La platea e il palco sono ricoperti da foglie di carta, rosse e gialle. Sulla scena la testiera in metallo di un letto, e una finestra montata su una cornice autoreggente su ruote.
Quando lo spettacolo inizia una giovane donna, illuminata solamente da una lampadina tascabile, si rivolge al giudice in quella che sembra la deposizione per un crimine da lei commesso.
Poi, un giovane uomo, in divisa della prima guerra mondiale, si rivolge a sua moglie Louise, augurandosi di tornare presto da lei mentre la vita della trincea lo attanaglia e lo vince.
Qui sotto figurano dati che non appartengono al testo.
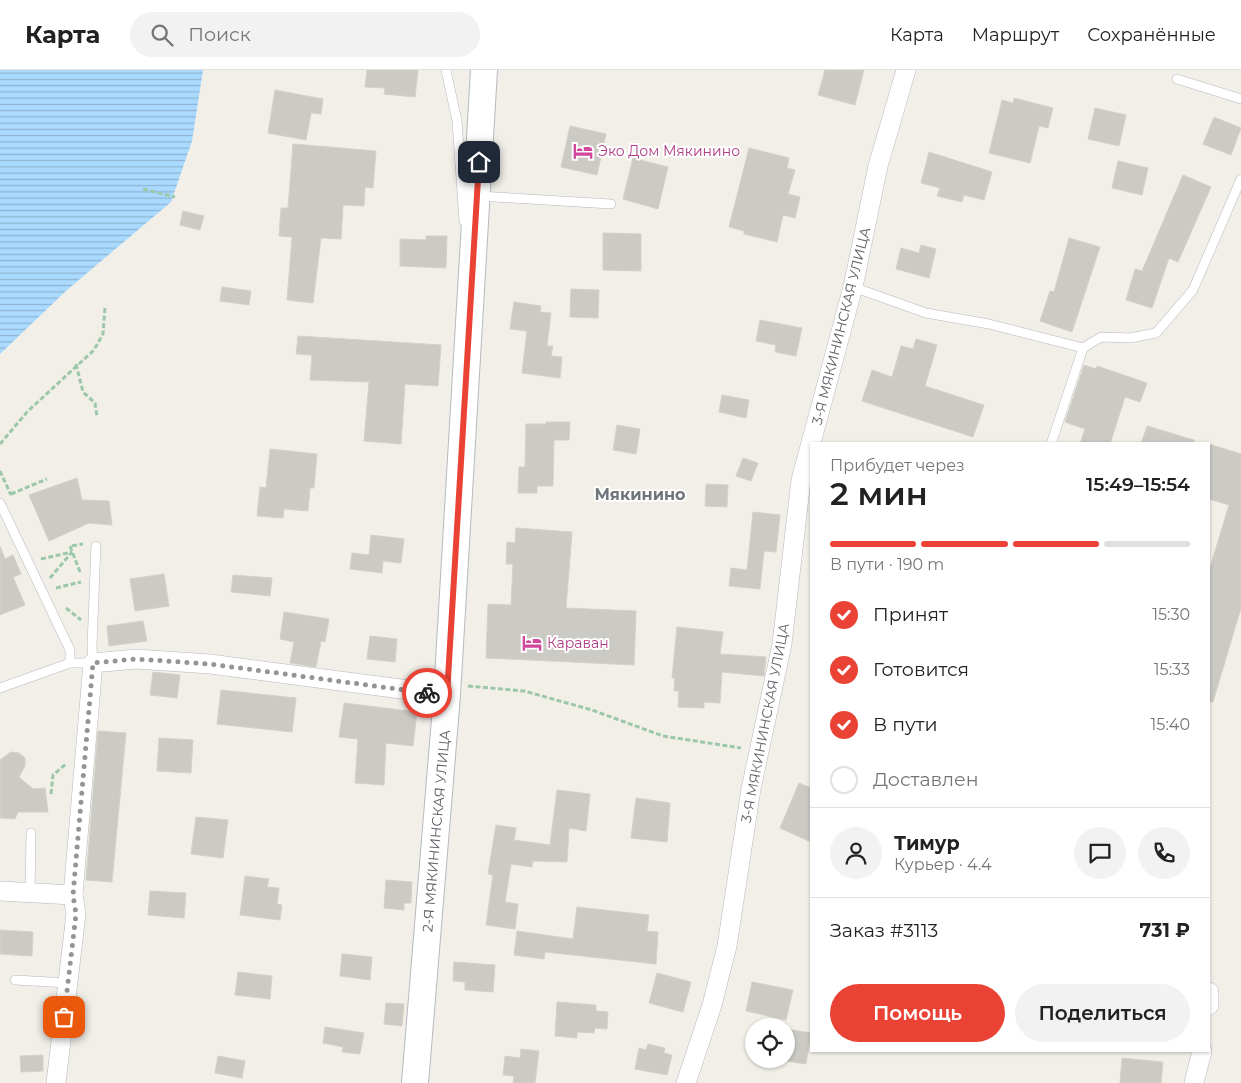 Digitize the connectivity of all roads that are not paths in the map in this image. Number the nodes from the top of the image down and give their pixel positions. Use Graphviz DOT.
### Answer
graph roads {
  1 [pos="446,70"];
  2 [pos="484,70"];
  3 [pos="906,70"];
  4 [pos="1177,79"];
  5 [pos="1241,99"];
  6 [pos="1241,179"];
  7 [pos="477,196"];
  8 [pos="611,204"];
  9 [pos="473,264"];
  10 [pos="853,287"];
  11 [pos="1083,348"];
  12 [pos="811,442"];
  13 [pos="1051,442"];
  14 [pos="810,447"];
  15 [pos="0,503"];
  16 [pos="96,546"];
  17 [pos="93,663"];
  18 [pos="70,664"];
  19 [pos="0,688"];
  20 [pos="447,695"];
  21 [pos="32,833"];
  22 [pos="0,892"];
  23 [pos="30,893"];
  24 [pos="73,895"];
  25 [pos="15,980"];
  26 [pos="68,983"];
  27 [pos="1202,1052"];
  28 [pos="56,1083"];
  29 [pos="415,1083"];
  30 [pos="686,1083"];
  31 [pos="1194,1083"];
  1 -- 9 [label="lane"];
  2 -- 7 [label="street, 2-Я МЯКИНИНСКАЯ УЛИЦА"];
  3 -- 10 [label="street, 3-Я МЯКИНИНСКАЯ УЛИЦА"];
  4 -- 5 [label="lane"];
  6 -- 11 [label="lane"];
  7 -- 8 [label="lane"];
  7 -- 9 [label="street, 2-Я МЯКИНИНСКАЯ УЛИЦА"];
  9 -- 20 [label="street, 2-Я МЯКИНИНСКАЯ УЛИЦА"];
  10 -- 11 [label="lane"];
  10 -- 12 [label="street, 3-Я МЯКИНИНСКАЯ УЛИЦА"];
  11 -- 13 [label="lane"];
  14 -- 30 [label="street, 3-Я МЯКИНИНСКАЯ УЛИЦА"];
  15 -- 18 [label="lane"];
  16 -- 17 [label="lane"];
  17 -- 18 [label="lane"];
  17 -- 20 [label="street"];
  17 -- 24 [label="street"];
  18 -- 19 [label="lane"];
  20 -- 29 [label="street, 2-Я МЯКИНИНСКАЯ УЛИЦА"];
  21 -- 23 [label="lane"];
  22 -- 23 [label="street"];
  23 -- 24 [label="street"];
  24 -- 26 [label="street"];
  25 -- 26 [label="lane"];
  26 -- 28 [label="street"];
  27 -- 31 [label="street"];
} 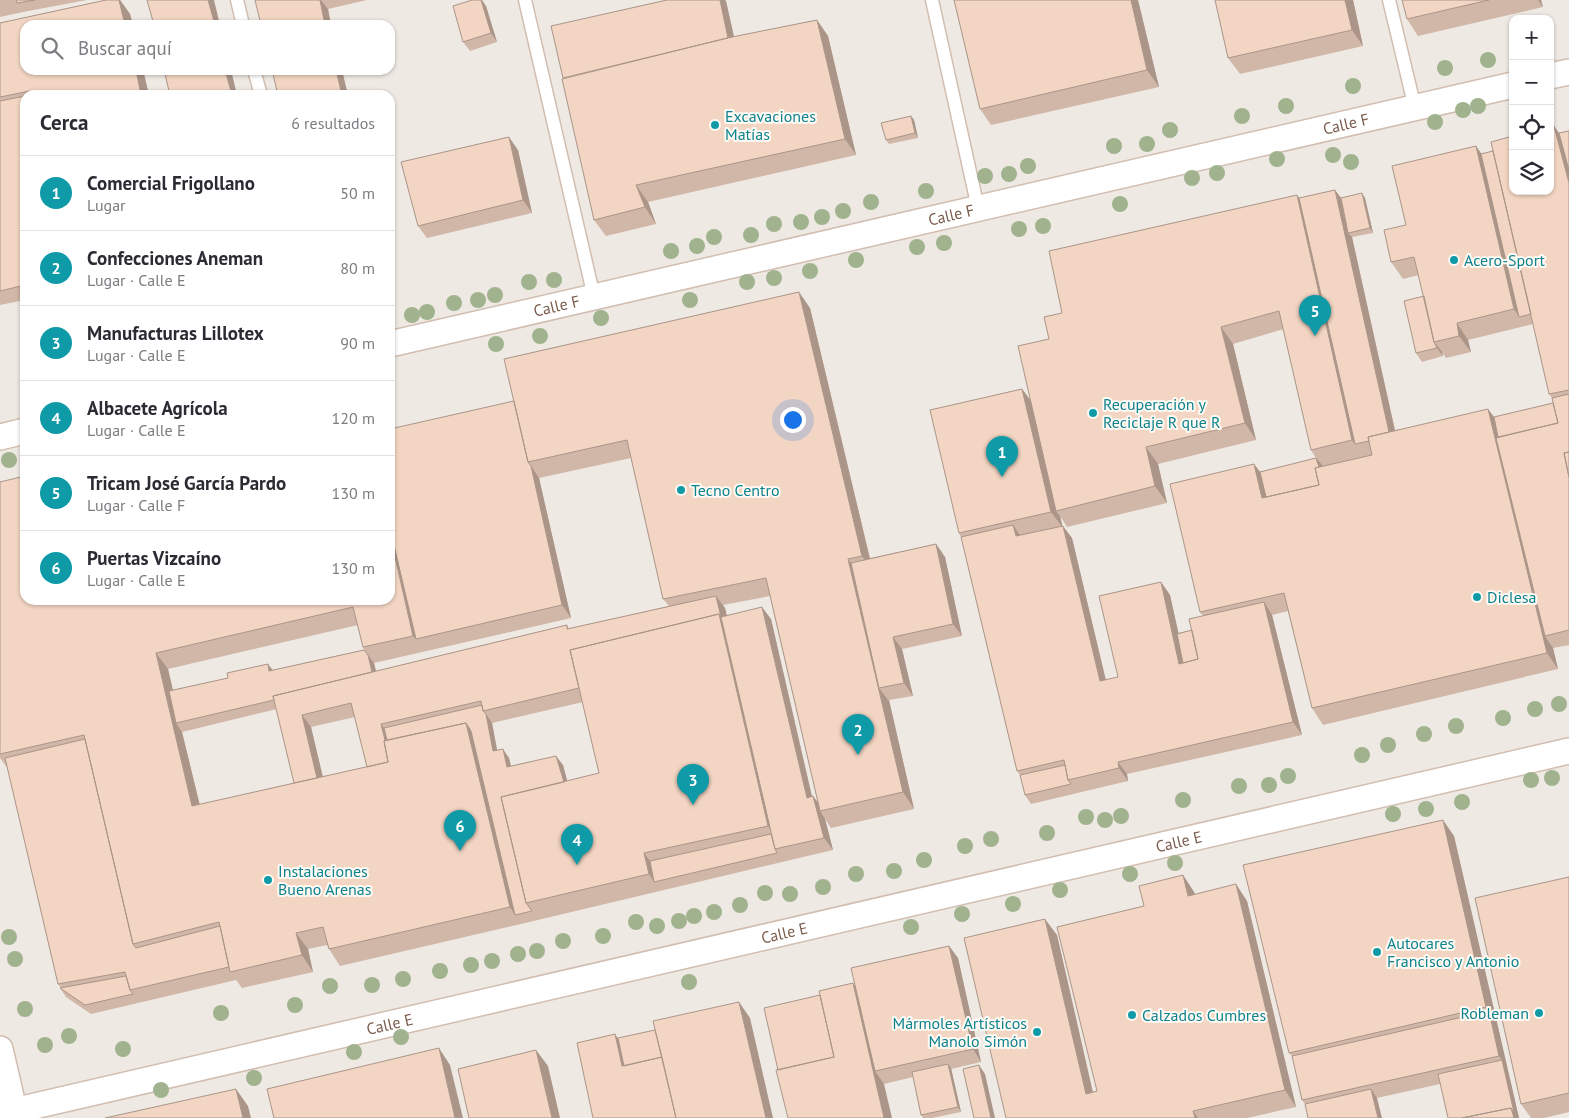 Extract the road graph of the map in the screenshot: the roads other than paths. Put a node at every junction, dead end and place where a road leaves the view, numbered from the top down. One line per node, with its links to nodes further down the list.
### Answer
1 (237, 0): 5 (lane)
2 (525, 0): 13 (lane)
3 (932, 0): 12 (lane)
4 (1389, 0): 11 (lane)
5 (242, 20)
6 (1569, 72): 8 (street)
7 (255, 75): 10 (lane)
8 (1554, 75)
9 (1509, 86): 11 (street, Calle F)
10 (260, 90)
11 (1415, 108): 12 (street, Calle F)
12 (978, 208): 13 (street, Calle F)
13 (594, 297): 14 (street, Calle F)
14 (395, 343)
15 (20, 432): 16 (street)
16 (0, 437)
17 (1569, 751): 19 (street, Calle E)
18 (0, 1049): 19 (street)
19 (10, 1114)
Ecco dunque un’altra donna, una ferita sanguinante alla tempia, che si avvicina al giovane soldato, cantando le parole di Parle moi d’amour, accovacciandosi per stare alla sua altezza mentre lui saggia il sangue che le esce dalla ferita.
Chi sono questi personaggi? Sono il giovane Paul Grappe e sua moglie Louise Landy passati alla cronaca lui come disertore che per evitare l’arresto e la fucilazione ha assunto identità femminile, con lo pseudonimo di Suzanne Landgard, lei per aver sparato a morte al marito, nel 1928, per difendere se stessa e il loro figlioletto di due anni, che morirà a causa di una meningite pochi giorni dopo il padre.
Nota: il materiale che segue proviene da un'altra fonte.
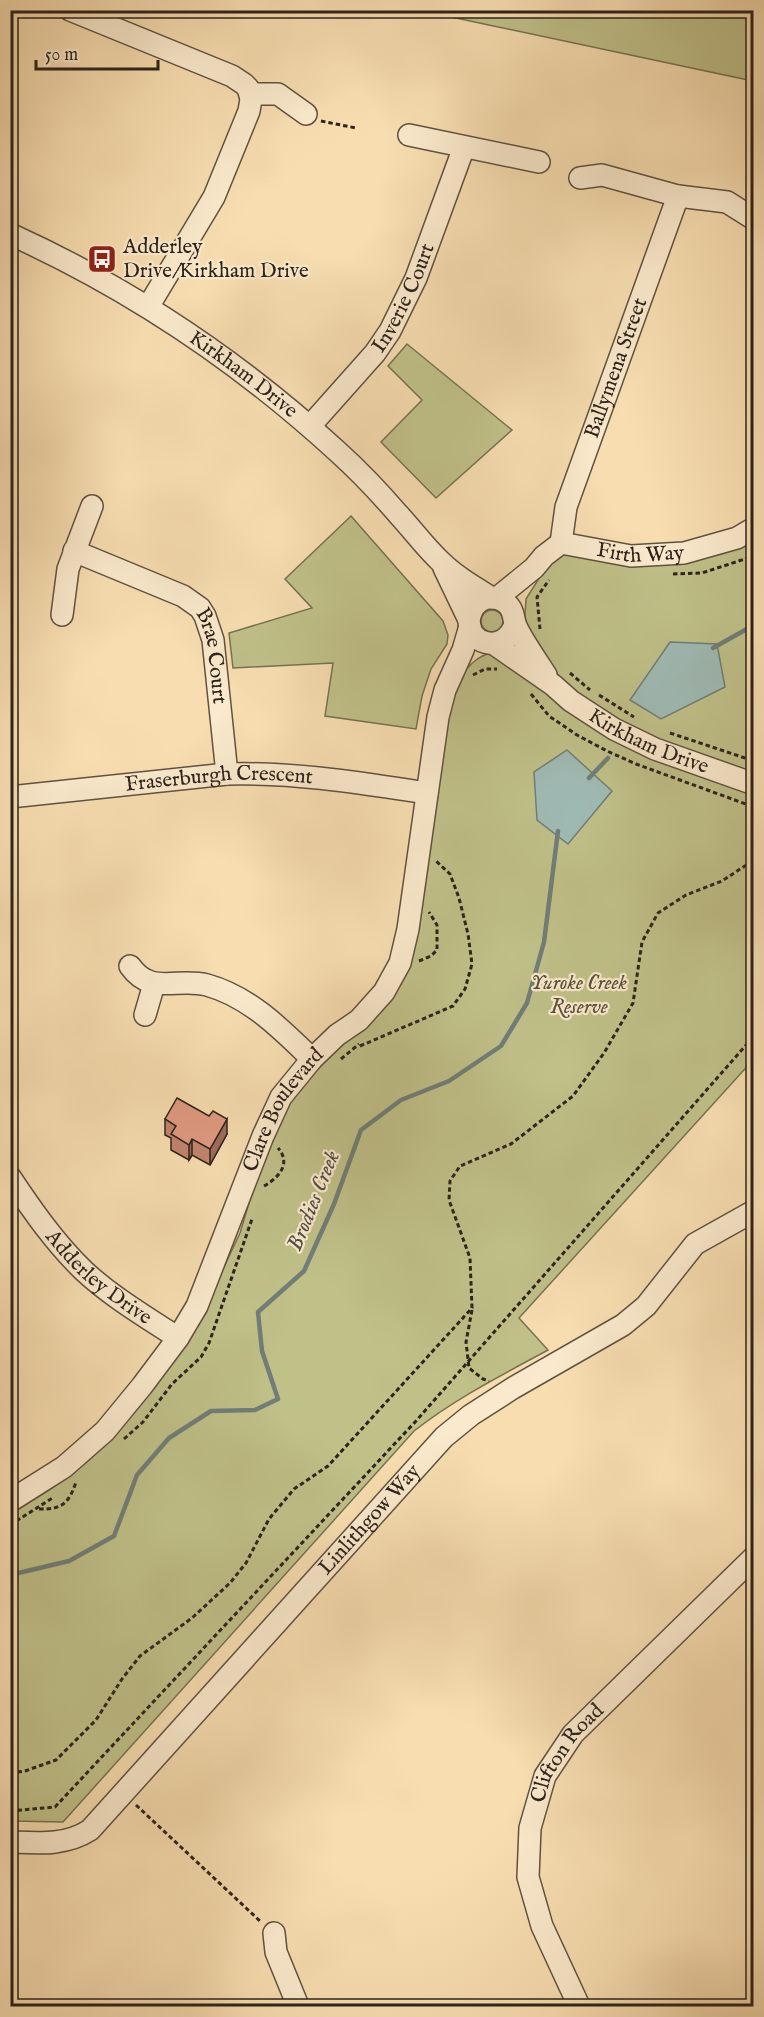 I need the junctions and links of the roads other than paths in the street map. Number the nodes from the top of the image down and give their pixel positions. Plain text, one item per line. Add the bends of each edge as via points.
1 (70, 10) edge
2 (250, 94) junction
3 (306, 114) road end
4 (409, 135) dead end
5 (464, 147) junction
6 (539, 162) dead end
7 (580, 178) dead end
8 (678, 196) junction
9 (753, 219) edge
10 (10, 234) edge
11 (148, 306) junction
12 (310, 426) junction
13 (92, 506) dead end
14 (753, 528) edge
15 (561, 543) junction
16 (74, 551) junction
17 (441, 562) junction
18 (543, 571) junction
19 (494, 598) junction
20 (62, 615) dead end
21 (514, 620) junction
22 (469, 623) junction
23 (492, 644) junction
24 (455, 670) junction
25 (558, 677) junction
26 (227, 774) junction
27 (753, 784) edge
28 (427, 792) junction
29 (10, 797) edge
30 (130, 966) dead end
31 (154, 984) junction
32 (145, 1015) dead end
33 (312, 1059) junction
34 (10, 1177) edge
35 (753, 1211) edge
36 (178, 1338) junction
37 (10, 1501) edge
38 (753, 1557) edge
39 (10, 1842) edge
40 (274, 1933) road end
41 (298, 2007) edge
42 (579, 2007) edge

1 - 2 street via 232,76
2 - 3 street via 278,94
2 - 11 street via 249,111 214,196
4 - 5 street
5 - 6 street
5 - 12 street, Inverie Court via 416,278 390,331
7 - 8 street via 602,175
8 - 9 street via 727,202
8 - 15 street, Ballymena Street via 566,507
10 - 11 street, Kirkham Drive
11 - 12 street, Kirkham Drive via 216,352
12 - 17 street, Kirkham Drive via 394,508
13 - 16 street
14 - 15 street, Firth Way via 737,538 684,553 631,556
15 - 18 street via 544,556
16 - 20 street via 65,582
16 - 26 street, Brae Court via 183,596 200,608 213,640
17 - 19 street, Kirkham Drive
17 - 22 street, Kirkham Drive
18 - 19 street
18 - 21 street
19 - 21 street via 508,605
19 - 22 street via 479,602 470,613
21 - 23 street via 508,637
21 - 25 street, Kirkham Drive
22 - 23 street via 477,638
22 - 24 street, Clare Boulevard
23 - 24 street
23 - 25 street, Kirkham Drive
24 - 28 street, Clare Boulevard via 441,703
25 - 27 street, Kirkham Drive via 595,718 635,740
26 - 28 street, Fraserburgh Crescent via 280,773
26 - 29 street, Fraserburgh Crescent
28 - 33 street, Clare Boulevard via 400,963 377,1002
30 - 31 street
31 - 32 street
31 - 33 street via 191,982 222,990 271,1020
33 - 36 street, Clare Boulevard via 281,1097 197,1306
34 - 36 street, Adderley Drive via 36,1217 85,1271
35 - 39 street, Linlithgow Way via 695,1244 646,1306 623,1325 513,1388 444,1437 90,1830 53,1843
36 - 37 street, Clare Boulevard via 105,1431 64,1467
38 - 42 street, Clifton Road via 573,1734 545,1776 530,1828 528,1877 542,1926
40 - 41 street via 276,1952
Conosciamo questa storia dalle pagine dei giornali, che si occuparono del caso di Paul che, presentatosi alle forze dell’ordine per beneficiare dell’amnistia, ottenne notorietà per il suo passato en-travesti, e per l’istruttoria della polizia in seguito all’omicidio di Paul per mano di Louise.
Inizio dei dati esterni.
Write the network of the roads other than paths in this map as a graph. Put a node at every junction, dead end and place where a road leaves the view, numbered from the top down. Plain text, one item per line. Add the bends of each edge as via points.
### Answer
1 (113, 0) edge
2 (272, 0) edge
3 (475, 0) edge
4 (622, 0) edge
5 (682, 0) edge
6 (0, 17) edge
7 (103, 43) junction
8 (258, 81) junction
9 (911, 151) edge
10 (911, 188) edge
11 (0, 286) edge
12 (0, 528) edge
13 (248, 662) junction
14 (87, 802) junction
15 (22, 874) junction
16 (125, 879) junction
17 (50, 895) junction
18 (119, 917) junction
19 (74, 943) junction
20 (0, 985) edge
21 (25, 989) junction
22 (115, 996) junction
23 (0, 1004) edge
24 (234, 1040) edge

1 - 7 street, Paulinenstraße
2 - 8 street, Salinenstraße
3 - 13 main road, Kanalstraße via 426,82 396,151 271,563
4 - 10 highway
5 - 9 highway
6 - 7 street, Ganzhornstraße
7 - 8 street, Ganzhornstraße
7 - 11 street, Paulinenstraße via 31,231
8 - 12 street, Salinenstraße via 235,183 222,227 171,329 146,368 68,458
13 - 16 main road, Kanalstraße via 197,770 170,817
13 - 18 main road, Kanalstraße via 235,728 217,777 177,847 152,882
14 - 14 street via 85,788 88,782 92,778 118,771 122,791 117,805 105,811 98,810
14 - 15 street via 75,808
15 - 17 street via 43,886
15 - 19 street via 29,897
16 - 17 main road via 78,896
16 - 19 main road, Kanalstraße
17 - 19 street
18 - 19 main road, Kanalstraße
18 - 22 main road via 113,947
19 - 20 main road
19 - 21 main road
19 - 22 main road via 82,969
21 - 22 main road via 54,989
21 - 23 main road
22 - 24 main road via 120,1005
Il loro caso, celebre in Francia alla stregua di quelli successivi delle Sorelle Papin e di Violette Nozière, è stato portato ala ribalta nel 2011 dal libro La garçonne et l’assassin: Histoire de Louise et de Paul, déserteur travesti dans le Paris des années folles di Fabrice Virgili e Danièle Voldman, ed. Payote. Il libro è stato pubblicato in italiano nel 2016, mantenendo il titolo originale, La garçonne e l’assassino. Storia di Louise e di Paul, disertore travestito, nella Parigi degli anni folli per Viella editore, con l’aggiunta preziosa di un approfondimento storico di Teresa Bertilotti. Chloè Cruchadet nel 2013 ne trae la graphic novel Mauvaise Genre (t.l. Genere cattivo) pubblicata in Italiano nel 2014 col titolo Poco raccomandabile per la Cocconino Press.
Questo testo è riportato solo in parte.